[Data records]
-=-=-=-=-

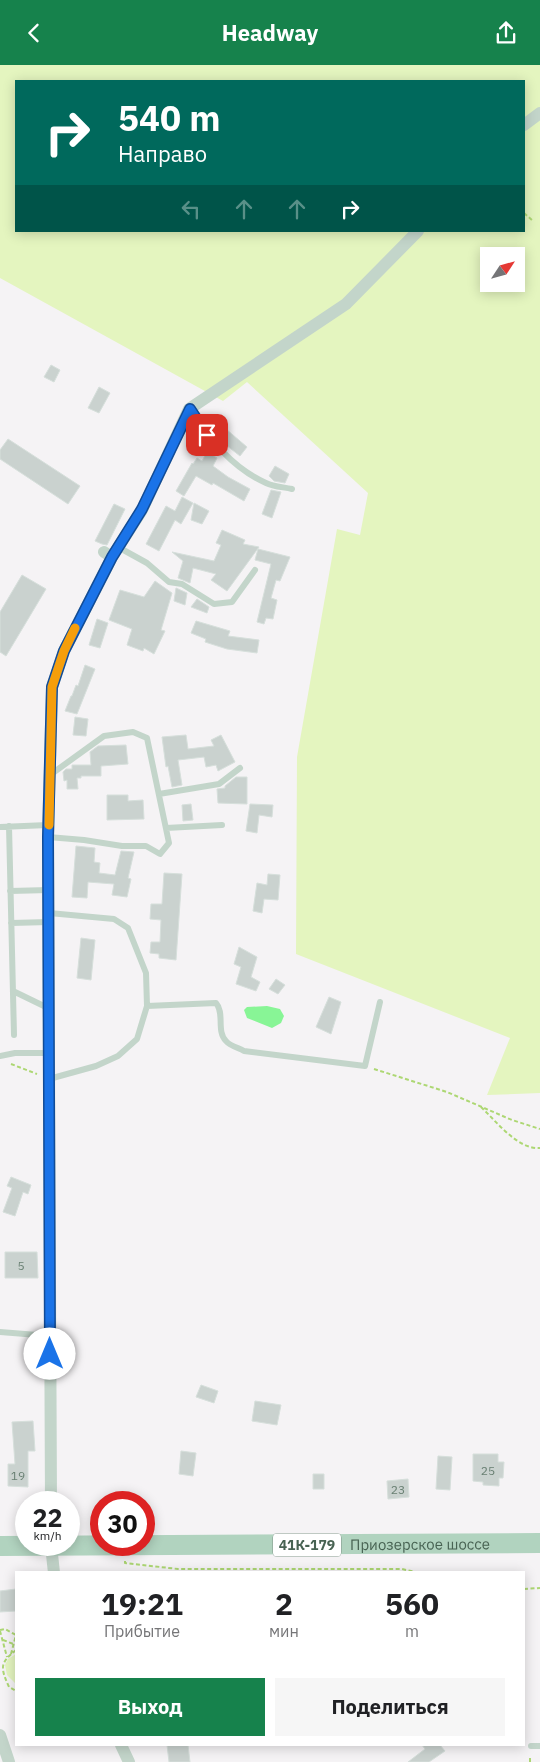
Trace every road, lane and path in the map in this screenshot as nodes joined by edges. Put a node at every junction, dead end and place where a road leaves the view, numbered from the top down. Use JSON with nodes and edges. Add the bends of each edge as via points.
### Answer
{"nodes":[{"id":1,"x":540,"y":113,"type":"edge"},
{"id":2,"x":525,"y":124,"type":"edge"},
{"id":3,"x":525,"y":214,"type":"edge"},
{"id":4,"x":532,"y":220,"type":"dead end"},
{"id":5,"x":417,"y":232,"type":"edge"},
{"id":6,"x":190,"y":409,"type":"junction"},
{"id":7,"x":292,"y":489,"type":"dead end"},
{"id":8,"x":112,"y":552,"type":"junction"},
{"id":9,"x":255,"y":570,"type":"dead end"},
{"id":10,"x":240,"y":768,"type":"dead end"},
{"id":11,"x":49,"y":776,"type":"junction"},
{"id":12,"x":159,"y":794,"type":"junction"},
{"id":13,"x":222,"y":825,"type":"dead end"},
{"id":14,"x":9,"y":826,"type":"junction"},
{"id":15,"x":0,"y":827,"type":"edge"},
{"id":16,"x":166,"y":829,"type":"junction"},
{"id":17,"x":48,"y":831,"type":"junction"},
{"id":18,"x":10,"y":891,"type":"junction"},
{"id":19,"x":49,"y":891,"type":"junction"},
{"id":20,"x":49,"y":918,"type":"junction"},
{"id":21,"x":11,"y":923,"type":"junction"},
{"id":22,"x":13,"y":991,"type":"junction"},
{"id":23,"x":380,"y":1002,"type":"dead end"},
{"id":24,"x":148,"y":1006,"type":"junction"},
{"id":25,"x":49,"y":1008,"type":"junction"},
{"id":26,"x":14,"y":1035,"type":"dead end"},
{"id":27,"x":49,"y":1053,"type":"junction"},
{"id":28,"x":0,"y":1056,"type":"edge"},
{"id":29,"x":9,"y":1063,"type":"dead end"},
{"id":30,"x":365,"y":1066,"type":"junction"},
{"id":31,"x":46,"y":1078,"type":"junction"},
{"id":32,"x":479,"y":1105,"type":"junction"},
{"id":33,"x":540,"y":1129,"type":"edge"},
{"id":34,"x":540,"y":1148,"type":"edge"},
{"id":35,"x":0,"y":1332,"type":"edge"},
{"id":36,"x":50,"y":1335,"type":"junction"},
{"id":37,"x":51,"y":1491,"type":"edge"},
{"id":38,"x":540,"y":1543,"type":"edge"},
{"id":39,"x":0,"y":1546,"type":"edge"},
{"id":40,"x":15,"y":1546,"type":"edge"},
{"id":41,"x":155,"y":1546,"type":"edge"},
{"id":42,"x":52,"y":1556,"type":"edge"},
{"id":43,"x":126,"y":1556,"type":"edge"},
{"id":44,"x":54,"y":1571,"type":"edge"},
{"id":45,"x":411,"y":1571,"type":"edge"},
{"id":46,"x":540,"y":1588,"type":"edge"},
{"id":47,"x":525,"y":1589,"type":"edge"},
{"id":48,"x":0,"y":1631,"type":"edge"},
{"id":49,"x":15,"y":1634,"type":"edge"},
{"id":50,"x":3,"y":1640,"type":"junction"},
{"id":51,"x":15,"y":1644,"type":"edge"},
{"id":52,"x":15,"y":1651,"type":"edge"},
{"id":53,"x":11,"y":1654,"type":"junction"},
{"id":54,"x":7,"y":1657,"type":"junction"},
{"id":55,"x":15,"y":1690,"type":"edge"},
{"id":56,"x":0,"y":1735,"type":"edge"},
{"id":57,"x":121,"y":1746,"type":"edge"},
{"id":58,"x":531,"y":1746,"type":"dead end"},
{"id":59,"x":540,"y":1747,"type":"edge"},
{"id":60,"x":9,"y":1762,"type":"edge"},
{"id":61,"x":129,"y":1762,"type":"edge"}],
"edges":[{"from":1,"to":2,"type":"street"},
{"from":3,"to":4,"type":"path"},
{"from":5,"to":6,"type":"street","via":[[346,304]]},
{"from":6,"to":7,"type":"lane","via":[[207,435],[239,468],[267,484]]},
{"from":6,"to":8,"type":"street","via":[[142,509]]},
{"from":8,"to":9,"type":"lane","via":[[147,563],[169,582],[182,583],[214,604],[232,602]]},
{"from":8,"to":11,"type":"street","via":[[64,651],[52,687]]},
{"from":10,"to":12,"type":"lane","via":[[218,784]]},
{"from":11,"to":12,"type":"lane","via":[[104,736],[133,732],[147,739]]},
{"from":11,"to":17,"type":"street"},
{"from":12,"to":16,"type":"lane"},
{"from":13,"to":16,"type":"lane"},
{"from":14,"to":15,"type":"lane"},
{"from":14,"to":17,"type":"lane"},
{"from":14,"to":18,"type":"lane"},
{"from":16,"to":17,"type":"lane","via":[[170,843],[160,854],[146,846],[122,846]]},
{"from":17,"to":19,"type":"street"},
{"from":18,"to":19,"type":"lane"},
{"from":18,"to":21,"type":"lane"},
{"from":19,"to":20,"type":"street"},
{"from":20,"to":21,"type":"lane"},
{"from":20,"to":24,"type":"lane","via":[[114,919],[128,928],[146,973]]},
{"from":20,"to":25,"type":"street"},
{"from":21,"to":22,"type":"lane"},
{"from":22,"to":25,"type":"lane"},
{"from":22,"to":26,"type":"lane"},
{"from":23,"to":30,"type":"lane"},
{"from":24,"to":30,"type":"lane","via":[[216,1003],[220,1007],[221,1033],[226,1042],[244,1051]]},
{"from":24,"to":31,"type":"lane","via":[[137,1039],[118,1056],[96,1066]]},
{"from":25,"to":27,"type":"street"},
{"from":27,"to":28,"type":"lane"},
{"from":27,"to":31,"type":"street"},
{"from":29,"to":31,"type":"path"},
{"from":30,"to":32,"type":"path"},
{"from":31,"to":36,"type":"street"},
{"from":32,"to":33,"type":"path"},
{"from":32,"to":34,"type":"path","via":[[520,1144],[532,1149]]},
{"from":35,"to":36,"type":"lane"},
{"from":36,"to":37,"type":"street"},
{"from":38,"to":41,"type":"main road","name":"Приозерское шоссе","number":"41К-179"},
{"from":39,"to":40,"type":"main road","name":"Приозерское шоссе","number":"41К-179"},
{"from":42,"to":44,"type":"street"},
{"from":43,"to":45,"type":"path","via":[[126,1563],[178,1569]]},
{"from":46,"to":47,"type":"path"},
{"from":48,"to":49,"type":"path","via":[[5,1629]]},
{"from":48,"to":50,"type":"path"},
{"from":50,"to":51,"type":"path"},
{"from":50,"to":54,"type":"path"},
{"from":51,"to":53,"type":"path"},
{"from":52,"to":53,"type":"path"},
{"from":53,"to":54,"type":"path"},
{"from":54,"to":55,"type":"path","via":[[2,1666],[9,1687]]},
{"from":56,"to":60,"type":"street"},
{"from":57,"to":61,"type":"street"},
{"from":58,"to":59,"type":"lane"}]}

-=-=-=-=-

[Action item] Your copy should match the data above exactly, apart from the pictures.

[Answer to the problem]
Trace every road, lane and path in the map in this screenshot as nodes joined by edges. Put a node at every junction, dead end and place where a road leaves the view, numbered from the top down. Use JSON with nodes and edges. Add the bends of each edge as via points.
### Answer
{"nodes":[{"id":1,"x":540,"y":113,"type":"edge"},
{"id":2,"x":525,"y":124,"type":"edge"},
{"id":3,"x":525,"y":214,"type":"edge"},
{"id":4,"x":532,"y":220,"type":"dead end"},
{"id":5,"x":417,"y":232,"type":"edge"},
{"id":6,"x":190,"y":409,"type":"junction"},
{"id":7,"x":292,"y":489,"type":"dead end"},
{"id":8,"x":112,"y":552,"type":"junction"},
{"id":9,"x":255,"y":570,"type":"dead end"},
{"id":10,"x":240,"y":768,"type":"dead end"},
{"id":11,"x":49,"y":776,"type":"junction"},
{"id":12,"x":159,"y":794,"type":"junction"},
{"id":13,"x":222,"y":825,"type":"dead end"},
{"id":14,"x":9,"y":826,"type":"junction"},
{"id":15,"x":0,"y":827,"type":"edge"},
{"id":16,"x":166,"y":829,"type":"junction"},
{"id":17,"x":48,"y":831,"type":"junction"},
{"id":18,"x":10,"y":891,"type":"junction"},
{"id":19,"x":49,"y":891,"type":"junction"},
{"id":20,"x":49,"y":918,"type":"junction"},
{"id":21,"x":11,"y":923,"type":"junction"},
{"id":22,"x":13,"y":991,"type":"junction"},
{"id":23,"x":380,"y":1002,"type":"dead end"},
{"id":24,"x":148,"y":1006,"type":"junction"},
{"id":25,"x":49,"y":1008,"type":"junction"},
{"id":26,"x":14,"y":1035,"type":"dead end"},
{"id":27,"x":49,"y":1053,"type":"junction"},
{"id":28,"x":0,"y":1056,"type":"edge"},
{"id":29,"x":9,"y":1063,"type":"dead end"},
{"id":30,"x":365,"y":1066,"type":"junction"},
{"id":31,"x":46,"y":1078,"type":"junction"},
{"id":32,"x":479,"y":1105,"type":"junction"},
{"id":33,"x":540,"y":1129,"type":"edge"},
{"id":34,"x":540,"y":1148,"type":"edge"},
{"id":35,"x":0,"y":1332,"type":"edge"},
{"id":36,"x":50,"y":1335,"type":"junction"},
{"id":37,"x":51,"y":1491,"type":"edge"},
{"id":38,"x":540,"y":1543,"type":"edge"},
{"id":39,"x":0,"y":1546,"type":"edge"},
{"id":40,"x":15,"y":1546,"type":"edge"},
{"id":41,"x":155,"y":1546,"type":"edge"},
{"id":42,"x":52,"y":1556,"type":"edge"},
{"id":43,"x":126,"y":1556,"type":"edge"},
{"id":44,"x":54,"y":1571,"type":"edge"},
{"id":45,"x":411,"y":1571,"type":"edge"},
{"id":46,"x":540,"y":1588,"type":"edge"},
{"id":47,"x":525,"y":1589,"type":"edge"},
{"id":48,"x":0,"y":1631,"type":"edge"},
{"id":49,"x":15,"y":1634,"type":"edge"},
{"id":50,"x":3,"y":1640,"type":"junction"},
{"id":51,"x":15,"y":1644,"type":"edge"},
{"id":52,"x":15,"y":1651,"type":"edge"},
{"id":53,"x":11,"y":1654,"type":"junction"},
{"id":54,"x":7,"y":1657,"type":"junction"},
{"id":55,"x":15,"y":1690,"type":"edge"},
{"id":56,"x":0,"y":1735,"type":"edge"},
{"id":57,"x":121,"y":1746,"type":"edge"},
{"id":58,"x":531,"y":1746,"type":"dead end"},
{"id":59,"x":540,"y":1747,"type":"edge"},
{"id":60,"x":9,"y":1762,"type":"edge"},
{"id":61,"x":129,"y":1762,"type":"edge"}],
"edges":[{"from":1,"to":2,"type":"street"},
{"from":3,"to":4,"type":"path"},
{"from":5,"to":6,"type":"street","via":[[346,304]]},
{"from":6,"to":7,"type":"lane","via":[[207,435],[239,468],[267,484]]},
{"from":6,"to":8,"type":"street","via":[[142,509]]},
{"from":8,"to":9,"type":"lane","via":[[147,563],[169,582],[182,583],[214,604],[232,602]]},
{"from":8,"to":11,"type":"street","via":[[64,651],[52,687]]},
{"from":10,"to":12,"type":"lane","via":[[218,784]]},
{"from":11,"to":12,"type":"lane","via":[[104,736],[133,732],[147,739]]},
{"from":11,"to":17,"type":"street"},
{"from":12,"to":16,"type":"lane"},
{"from":13,"to":16,"type":"lane"},
{"from":14,"to":15,"type":"lane"},
{"from":14,"to":17,"type":"lane"},
{"from":14,"to":18,"type":"lane"},
{"from":16,"to":17,"type":"lane","via":[[170,843],[160,854],[146,846],[122,846]]},
{"from":17,"to":19,"type":"street"},
{"from":18,"to":19,"type":"lane"},
{"from":18,"to":21,"type":"lane"},
{"from":19,"to":20,"type":"street"},
{"from":20,"to":21,"type":"lane"},
{"from":20,"to":24,"type":"lane","via":[[114,919],[128,928],[146,973]]},
{"from":20,"to":25,"type":"street"},
{"from":21,"to":22,"type":"lane"},
{"from":22,"to":25,"type":"lane"},
{"from":22,"to":26,"type":"lane"},
{"from":23,"to":30,"type":"lane"},
{"from":24,"to":30,"type":"lane","via":[[216,1003],[220,1007],[221,1033],[226,1042],[244,1051]]},
{"from":24,"to":31,"type":"lane","via":[[137,1039],[118,1056],[96,1066]]},
{"from":25,"to":27,"type":"street"},
{"from":27,"to":28,"type":"lane"},
{"from":27,"to":31,"type":"street"},
{"from":29,"to":31,"type":"path"},
{"from":30,"to":32,"type":"path"},
{"from":31,"to":36,"type":"street"},
{"from":32,"to":33,"type":"path"},
{"from":32,"to":34,"type":"path","via":[[520,1144],[532,1149]]},
{"from":35,"to":36,"type":"lane"},
{"from":36,"to":37,"type":"street"},
{"from":38,"to":41,"type":"main road","name":"Приозерское шоссе","number":"41К-179"},
{"from":39,"to":40,"type":"main road","name":"Приозерское шоссе","number":"41К-179"},
{"from":42,"to":44,"type":"street"},
{"from":43,"to":45,"type":"path","via":[[126,1563],[178,1569]]},
{"from":46,"to":47,"type":"path"},
{"from":48,"to":49,"type":"path","via":[[5,1629]]},
{"from":48,"to":50,"type":"path"},
{"from":50,"to":51,"type":"path"},
{"from":50,"to":54,"type":"path"},
{"from":51,"to":53,"type":"path"},
{"from":52,"to":53,"type":"path"},
{"from":53,"to":54,"type":"path"},
{"from":54,"to":55,"type":"path","via":[[2,1666],[9,1687]]},
{"from":56,"to":60,"type":"street"},
{"from":57,"to":61,"type":"street"},
{"from":58,"to":59,"type":"lane"}]}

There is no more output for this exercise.